Para murid langsung mengenali identitasnya kali ini.
Alis Tang Jian berkedut mendengar pertanyaan Ren Xia yang mengangkat kehormatan dan status mereka sebagai sekte lurus. Jika mereka terus menekan Tian Yang di depan begitu banyak orang, kehormatan mereka akan rusak, dan kebenaran mereka akan dipertanyakan.
“Nona Ren, ucapanmu cukup tajam. Sejak kapan kami merundungnya? Aku hanya tertarik pada teknik yang dipelajarinya dan menanyakannya. Karena dia tidak bisa menjawab pertanyaanku, aku akan mengakhirinya sampai di sini. Kami akan berangkat sekarang.” Tang Jian berbalik dan mulai berjalan pergi.
Pada saat yang sama, suara Tang Jian bergema di dalam kepala Tian Yang, ‘Kamu telah membuat kesalahan besar hari ini. Berdoalah agar kita tidak saling bertemu lagi.’
Mendengar ini, Tian Yang mencibir dalam hati, ‘Entah itu tuan muda dari Klan Immortal Gu atau Pemimpin Sekte dari sekte yang kuat, mereka suka menyalahgunakan wewenang dan mengganggu orang yang tak berdaya. Apa bedanya mereka dengan bandit yang meneror orang tak berdosa?’
Sayangnya, akibat pertemuan ini, dia sekarang terbebani oleh kekhawatiran bahwa Tujuh Puncak Pedang Ilahi akan mengejarnya, menambah ancaman yang sudah mengintai dari Klan Immortal.
‘Sial, aku bersumpah surga masih mempermainkanku.’ Tian Yang menatap langit dengan tatapan penuh kebencian.
‘Ayo kita segera pergi dari sini.’ Kulas berkata kepada Tian Yang melalui indra ilahi.
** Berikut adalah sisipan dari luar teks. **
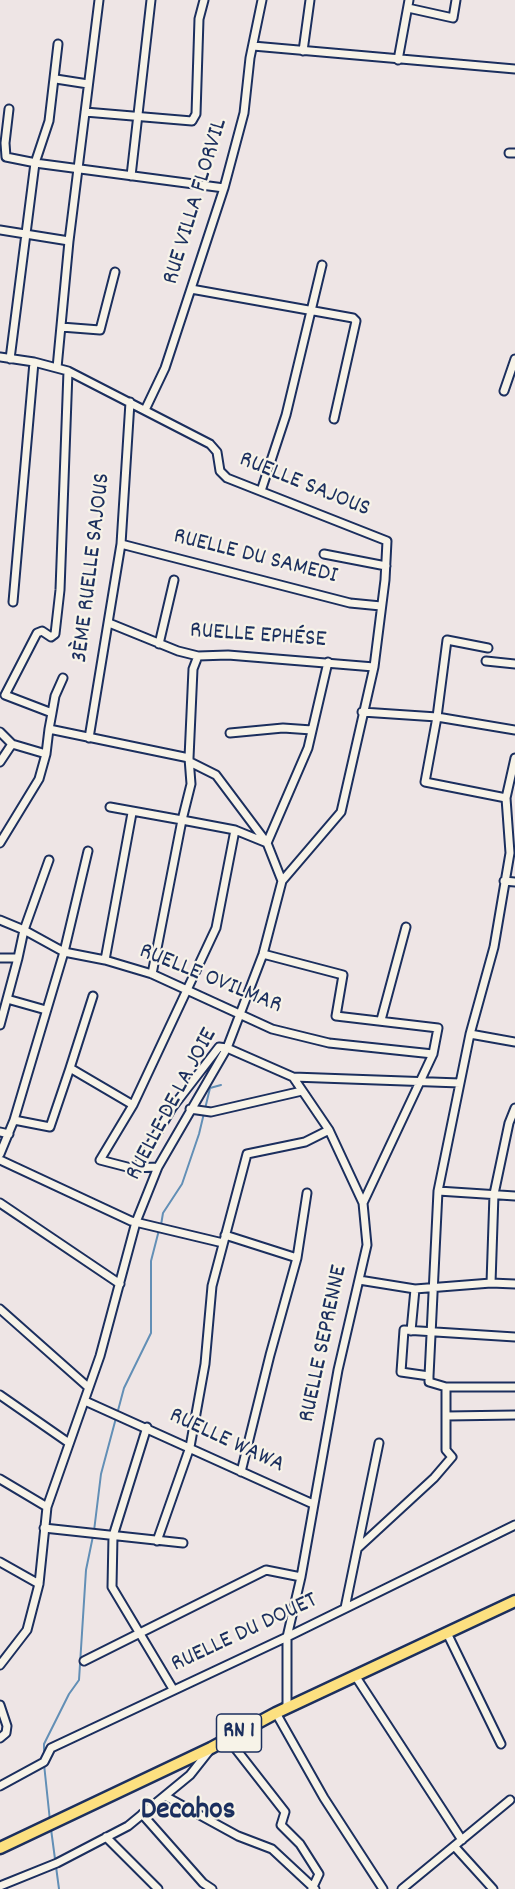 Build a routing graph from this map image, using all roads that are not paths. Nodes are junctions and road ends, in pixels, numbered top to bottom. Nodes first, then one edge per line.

Mereka dengan cepat meninggalkan tempat kejadian menggunakan harta terbang mereka tak lama kemudian.
“Aku tidak percaya kamu benar-benar berani mengusik Tujuh Puncak Pedang Ilahi—bahkan Pemimpin Sekte mereka. Kenapa kamu tidak beri tahu saja mereka tentang teknik itu? Bukannya kamu bakal mati kalau menjawab.” Kulas mendesah keras.
“Jika dia mendekatiku dengan cara lain, aku tidak akan keberatan memberitahu mereka. Namun, dia sombong dan mendominasi bahkan sebelum dia mulai berbicara. Terlepas dari gelarnya, dia tidak berbeda dari bandit liar di mataku, dan aku tidak akan meladeni seorang bandit bahkan jika itu membunuhku!” Tian Yang mencibir.
Ren Xia tertawa terbahak-bahak, “Hahaha! Aku tidak percaya padamu! Aku sempat meragukan apakah kamu memiliki keberanian untuk menyinggung Klan Immortal, tetapi setelah melihat bagaimana kamu berani memicu pertarungan dengan salah satu sekte paling kuat di dunia—bahkan Pemimpin Sekte mereka—
Aku tidak punya pilihan selain mempercayainya!”
Kulas mengabaikan kata-kata Ren Xia dan bertanya kepada Tian Yang dengan ekspresi penasaran di wajahnya, “Jadi? Teknik seperti apa yang kamu pelajari? Kamu bisa memberitahuku, kan?”
Tian Yang mengangguk dan menjawab dengan tenang, “Domain Pedang Tanpa Batas.”
“Domain Pedang Tanpa Batas?!” seru Kulas dengan suara terkejut.
Bahkan Ren Xia memasang ekspresi tidak percaya di wajahnya, matanya melebar sebesar piring.